■ **Your assignment**:
For the data below, give the number of lines in which "Vieira" occurs. Include nothing besides that number.

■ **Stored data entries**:

——————————

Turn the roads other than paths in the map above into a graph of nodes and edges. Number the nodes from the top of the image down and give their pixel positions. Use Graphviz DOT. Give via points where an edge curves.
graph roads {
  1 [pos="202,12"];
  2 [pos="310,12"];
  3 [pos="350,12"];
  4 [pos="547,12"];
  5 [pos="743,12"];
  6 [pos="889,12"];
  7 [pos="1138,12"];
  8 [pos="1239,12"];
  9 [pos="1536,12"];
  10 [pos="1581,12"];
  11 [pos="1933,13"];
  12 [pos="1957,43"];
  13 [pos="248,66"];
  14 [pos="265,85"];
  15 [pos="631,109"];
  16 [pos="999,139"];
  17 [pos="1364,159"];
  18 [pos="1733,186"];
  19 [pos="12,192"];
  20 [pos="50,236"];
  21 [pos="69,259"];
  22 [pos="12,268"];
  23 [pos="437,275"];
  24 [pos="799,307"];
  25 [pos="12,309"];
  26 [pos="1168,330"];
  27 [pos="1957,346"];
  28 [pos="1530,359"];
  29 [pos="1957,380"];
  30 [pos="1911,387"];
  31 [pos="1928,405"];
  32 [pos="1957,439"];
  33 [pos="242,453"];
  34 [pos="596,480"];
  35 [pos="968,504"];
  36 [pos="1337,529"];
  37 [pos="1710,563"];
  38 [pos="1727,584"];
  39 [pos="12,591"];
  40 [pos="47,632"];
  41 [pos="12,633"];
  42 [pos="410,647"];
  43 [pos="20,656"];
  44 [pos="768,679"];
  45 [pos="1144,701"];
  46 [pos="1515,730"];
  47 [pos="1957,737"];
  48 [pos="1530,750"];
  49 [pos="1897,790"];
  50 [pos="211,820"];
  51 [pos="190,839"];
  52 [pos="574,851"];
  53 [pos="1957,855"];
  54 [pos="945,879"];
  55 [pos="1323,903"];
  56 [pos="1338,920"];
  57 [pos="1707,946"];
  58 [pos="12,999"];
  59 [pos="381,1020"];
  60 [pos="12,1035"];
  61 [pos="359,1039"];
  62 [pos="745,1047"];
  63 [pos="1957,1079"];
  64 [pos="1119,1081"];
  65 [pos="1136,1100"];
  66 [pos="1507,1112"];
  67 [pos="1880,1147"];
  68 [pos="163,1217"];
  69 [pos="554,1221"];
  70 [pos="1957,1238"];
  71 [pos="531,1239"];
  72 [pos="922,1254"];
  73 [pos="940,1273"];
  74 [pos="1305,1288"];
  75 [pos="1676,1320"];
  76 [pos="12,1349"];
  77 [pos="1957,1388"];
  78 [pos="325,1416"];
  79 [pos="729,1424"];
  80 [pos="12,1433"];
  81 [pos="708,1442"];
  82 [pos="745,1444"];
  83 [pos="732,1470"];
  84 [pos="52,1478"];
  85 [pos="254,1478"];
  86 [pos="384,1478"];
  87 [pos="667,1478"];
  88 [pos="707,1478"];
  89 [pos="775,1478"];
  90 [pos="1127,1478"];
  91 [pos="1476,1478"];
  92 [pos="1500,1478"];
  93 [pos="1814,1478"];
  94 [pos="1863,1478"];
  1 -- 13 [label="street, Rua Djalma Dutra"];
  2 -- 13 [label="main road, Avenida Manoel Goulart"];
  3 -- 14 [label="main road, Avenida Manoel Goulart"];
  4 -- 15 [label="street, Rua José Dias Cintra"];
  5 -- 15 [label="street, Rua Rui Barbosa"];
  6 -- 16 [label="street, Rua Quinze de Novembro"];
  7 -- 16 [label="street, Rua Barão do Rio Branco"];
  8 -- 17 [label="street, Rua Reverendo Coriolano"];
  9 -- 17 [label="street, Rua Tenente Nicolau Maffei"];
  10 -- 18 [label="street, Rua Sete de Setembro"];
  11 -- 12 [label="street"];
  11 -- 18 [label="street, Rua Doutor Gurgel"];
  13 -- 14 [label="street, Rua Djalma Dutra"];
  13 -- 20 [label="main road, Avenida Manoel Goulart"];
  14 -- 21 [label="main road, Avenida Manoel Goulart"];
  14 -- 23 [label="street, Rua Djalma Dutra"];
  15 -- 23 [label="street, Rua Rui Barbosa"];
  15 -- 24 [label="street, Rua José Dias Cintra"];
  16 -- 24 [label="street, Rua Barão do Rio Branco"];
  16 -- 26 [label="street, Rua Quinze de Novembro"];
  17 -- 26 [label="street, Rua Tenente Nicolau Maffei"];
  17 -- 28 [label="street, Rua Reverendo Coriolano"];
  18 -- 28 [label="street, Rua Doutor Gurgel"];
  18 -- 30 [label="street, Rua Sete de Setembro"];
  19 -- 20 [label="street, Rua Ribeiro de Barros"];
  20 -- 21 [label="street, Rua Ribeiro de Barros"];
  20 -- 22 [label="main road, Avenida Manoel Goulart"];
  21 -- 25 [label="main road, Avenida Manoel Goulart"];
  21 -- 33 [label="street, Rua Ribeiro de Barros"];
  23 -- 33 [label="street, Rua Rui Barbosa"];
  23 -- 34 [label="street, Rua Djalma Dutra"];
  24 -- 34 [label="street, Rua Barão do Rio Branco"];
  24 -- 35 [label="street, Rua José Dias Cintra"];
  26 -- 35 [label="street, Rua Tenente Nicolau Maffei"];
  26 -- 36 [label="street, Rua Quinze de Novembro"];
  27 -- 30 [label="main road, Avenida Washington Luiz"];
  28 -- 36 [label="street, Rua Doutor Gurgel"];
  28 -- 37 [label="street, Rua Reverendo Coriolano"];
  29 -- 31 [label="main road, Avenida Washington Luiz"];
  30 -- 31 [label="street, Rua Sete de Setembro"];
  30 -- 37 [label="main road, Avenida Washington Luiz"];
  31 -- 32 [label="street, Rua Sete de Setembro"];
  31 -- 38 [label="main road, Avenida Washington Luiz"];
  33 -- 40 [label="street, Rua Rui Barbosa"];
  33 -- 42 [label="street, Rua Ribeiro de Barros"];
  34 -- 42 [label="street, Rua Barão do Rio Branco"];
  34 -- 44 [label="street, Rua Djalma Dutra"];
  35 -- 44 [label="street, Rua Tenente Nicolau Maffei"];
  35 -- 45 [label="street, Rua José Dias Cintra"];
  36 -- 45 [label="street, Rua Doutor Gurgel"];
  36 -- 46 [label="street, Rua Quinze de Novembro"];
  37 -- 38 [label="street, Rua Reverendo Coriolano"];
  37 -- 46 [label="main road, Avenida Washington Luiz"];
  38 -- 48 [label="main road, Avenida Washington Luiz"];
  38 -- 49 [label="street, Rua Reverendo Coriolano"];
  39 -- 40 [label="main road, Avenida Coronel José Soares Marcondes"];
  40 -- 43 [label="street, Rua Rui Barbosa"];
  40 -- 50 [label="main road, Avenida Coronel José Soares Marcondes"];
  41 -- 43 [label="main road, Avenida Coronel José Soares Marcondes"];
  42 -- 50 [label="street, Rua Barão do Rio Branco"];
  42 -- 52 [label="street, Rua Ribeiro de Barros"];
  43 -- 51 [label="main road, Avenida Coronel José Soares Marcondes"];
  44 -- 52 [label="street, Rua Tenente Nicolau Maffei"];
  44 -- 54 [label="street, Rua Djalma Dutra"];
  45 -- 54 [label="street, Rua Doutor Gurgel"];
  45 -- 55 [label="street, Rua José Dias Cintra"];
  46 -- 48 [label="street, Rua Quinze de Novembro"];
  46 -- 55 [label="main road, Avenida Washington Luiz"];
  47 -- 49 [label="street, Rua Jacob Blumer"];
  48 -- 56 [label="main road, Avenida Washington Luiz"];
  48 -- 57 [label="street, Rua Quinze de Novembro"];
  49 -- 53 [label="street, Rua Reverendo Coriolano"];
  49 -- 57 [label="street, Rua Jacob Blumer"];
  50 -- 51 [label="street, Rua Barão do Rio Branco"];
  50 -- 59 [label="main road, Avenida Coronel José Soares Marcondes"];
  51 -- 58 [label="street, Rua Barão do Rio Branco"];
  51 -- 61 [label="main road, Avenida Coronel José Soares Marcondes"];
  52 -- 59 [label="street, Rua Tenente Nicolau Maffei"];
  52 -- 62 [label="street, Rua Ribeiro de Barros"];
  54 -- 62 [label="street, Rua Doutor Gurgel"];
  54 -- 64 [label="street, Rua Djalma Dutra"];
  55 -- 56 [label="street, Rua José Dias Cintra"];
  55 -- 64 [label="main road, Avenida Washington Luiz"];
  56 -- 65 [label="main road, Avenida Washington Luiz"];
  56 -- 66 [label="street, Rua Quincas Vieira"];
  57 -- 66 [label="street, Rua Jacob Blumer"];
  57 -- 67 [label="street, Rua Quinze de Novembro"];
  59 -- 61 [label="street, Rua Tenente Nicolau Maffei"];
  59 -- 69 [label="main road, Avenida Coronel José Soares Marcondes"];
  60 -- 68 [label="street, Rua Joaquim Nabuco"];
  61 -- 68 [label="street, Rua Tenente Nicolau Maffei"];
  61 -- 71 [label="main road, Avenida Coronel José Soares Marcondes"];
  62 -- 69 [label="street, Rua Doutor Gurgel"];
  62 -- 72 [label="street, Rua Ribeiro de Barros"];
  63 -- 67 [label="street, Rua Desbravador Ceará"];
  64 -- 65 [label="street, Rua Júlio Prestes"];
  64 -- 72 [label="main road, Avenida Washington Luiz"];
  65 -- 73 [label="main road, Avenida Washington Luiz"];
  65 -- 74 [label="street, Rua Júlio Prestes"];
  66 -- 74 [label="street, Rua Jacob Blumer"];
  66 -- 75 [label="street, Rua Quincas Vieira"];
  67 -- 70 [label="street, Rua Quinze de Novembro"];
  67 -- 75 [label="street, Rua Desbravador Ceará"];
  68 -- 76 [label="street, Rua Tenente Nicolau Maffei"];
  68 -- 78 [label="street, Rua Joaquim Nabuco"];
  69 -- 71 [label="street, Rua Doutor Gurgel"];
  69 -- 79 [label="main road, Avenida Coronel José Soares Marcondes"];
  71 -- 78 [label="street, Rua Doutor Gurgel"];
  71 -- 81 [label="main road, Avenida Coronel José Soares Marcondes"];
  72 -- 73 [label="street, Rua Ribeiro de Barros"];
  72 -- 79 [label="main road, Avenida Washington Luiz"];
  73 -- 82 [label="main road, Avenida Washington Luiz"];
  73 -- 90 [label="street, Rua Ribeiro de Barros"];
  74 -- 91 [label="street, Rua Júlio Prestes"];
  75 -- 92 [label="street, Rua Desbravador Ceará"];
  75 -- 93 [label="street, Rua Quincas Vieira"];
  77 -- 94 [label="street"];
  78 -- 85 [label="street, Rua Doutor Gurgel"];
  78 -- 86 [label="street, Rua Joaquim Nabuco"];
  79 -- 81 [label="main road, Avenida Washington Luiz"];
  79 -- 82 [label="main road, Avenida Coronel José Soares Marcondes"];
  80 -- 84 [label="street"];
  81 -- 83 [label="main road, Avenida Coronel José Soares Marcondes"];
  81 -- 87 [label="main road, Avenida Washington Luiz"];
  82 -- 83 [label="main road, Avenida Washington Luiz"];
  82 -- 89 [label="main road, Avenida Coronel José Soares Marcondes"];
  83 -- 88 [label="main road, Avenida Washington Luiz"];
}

——————————

■ **Response to this task**:
3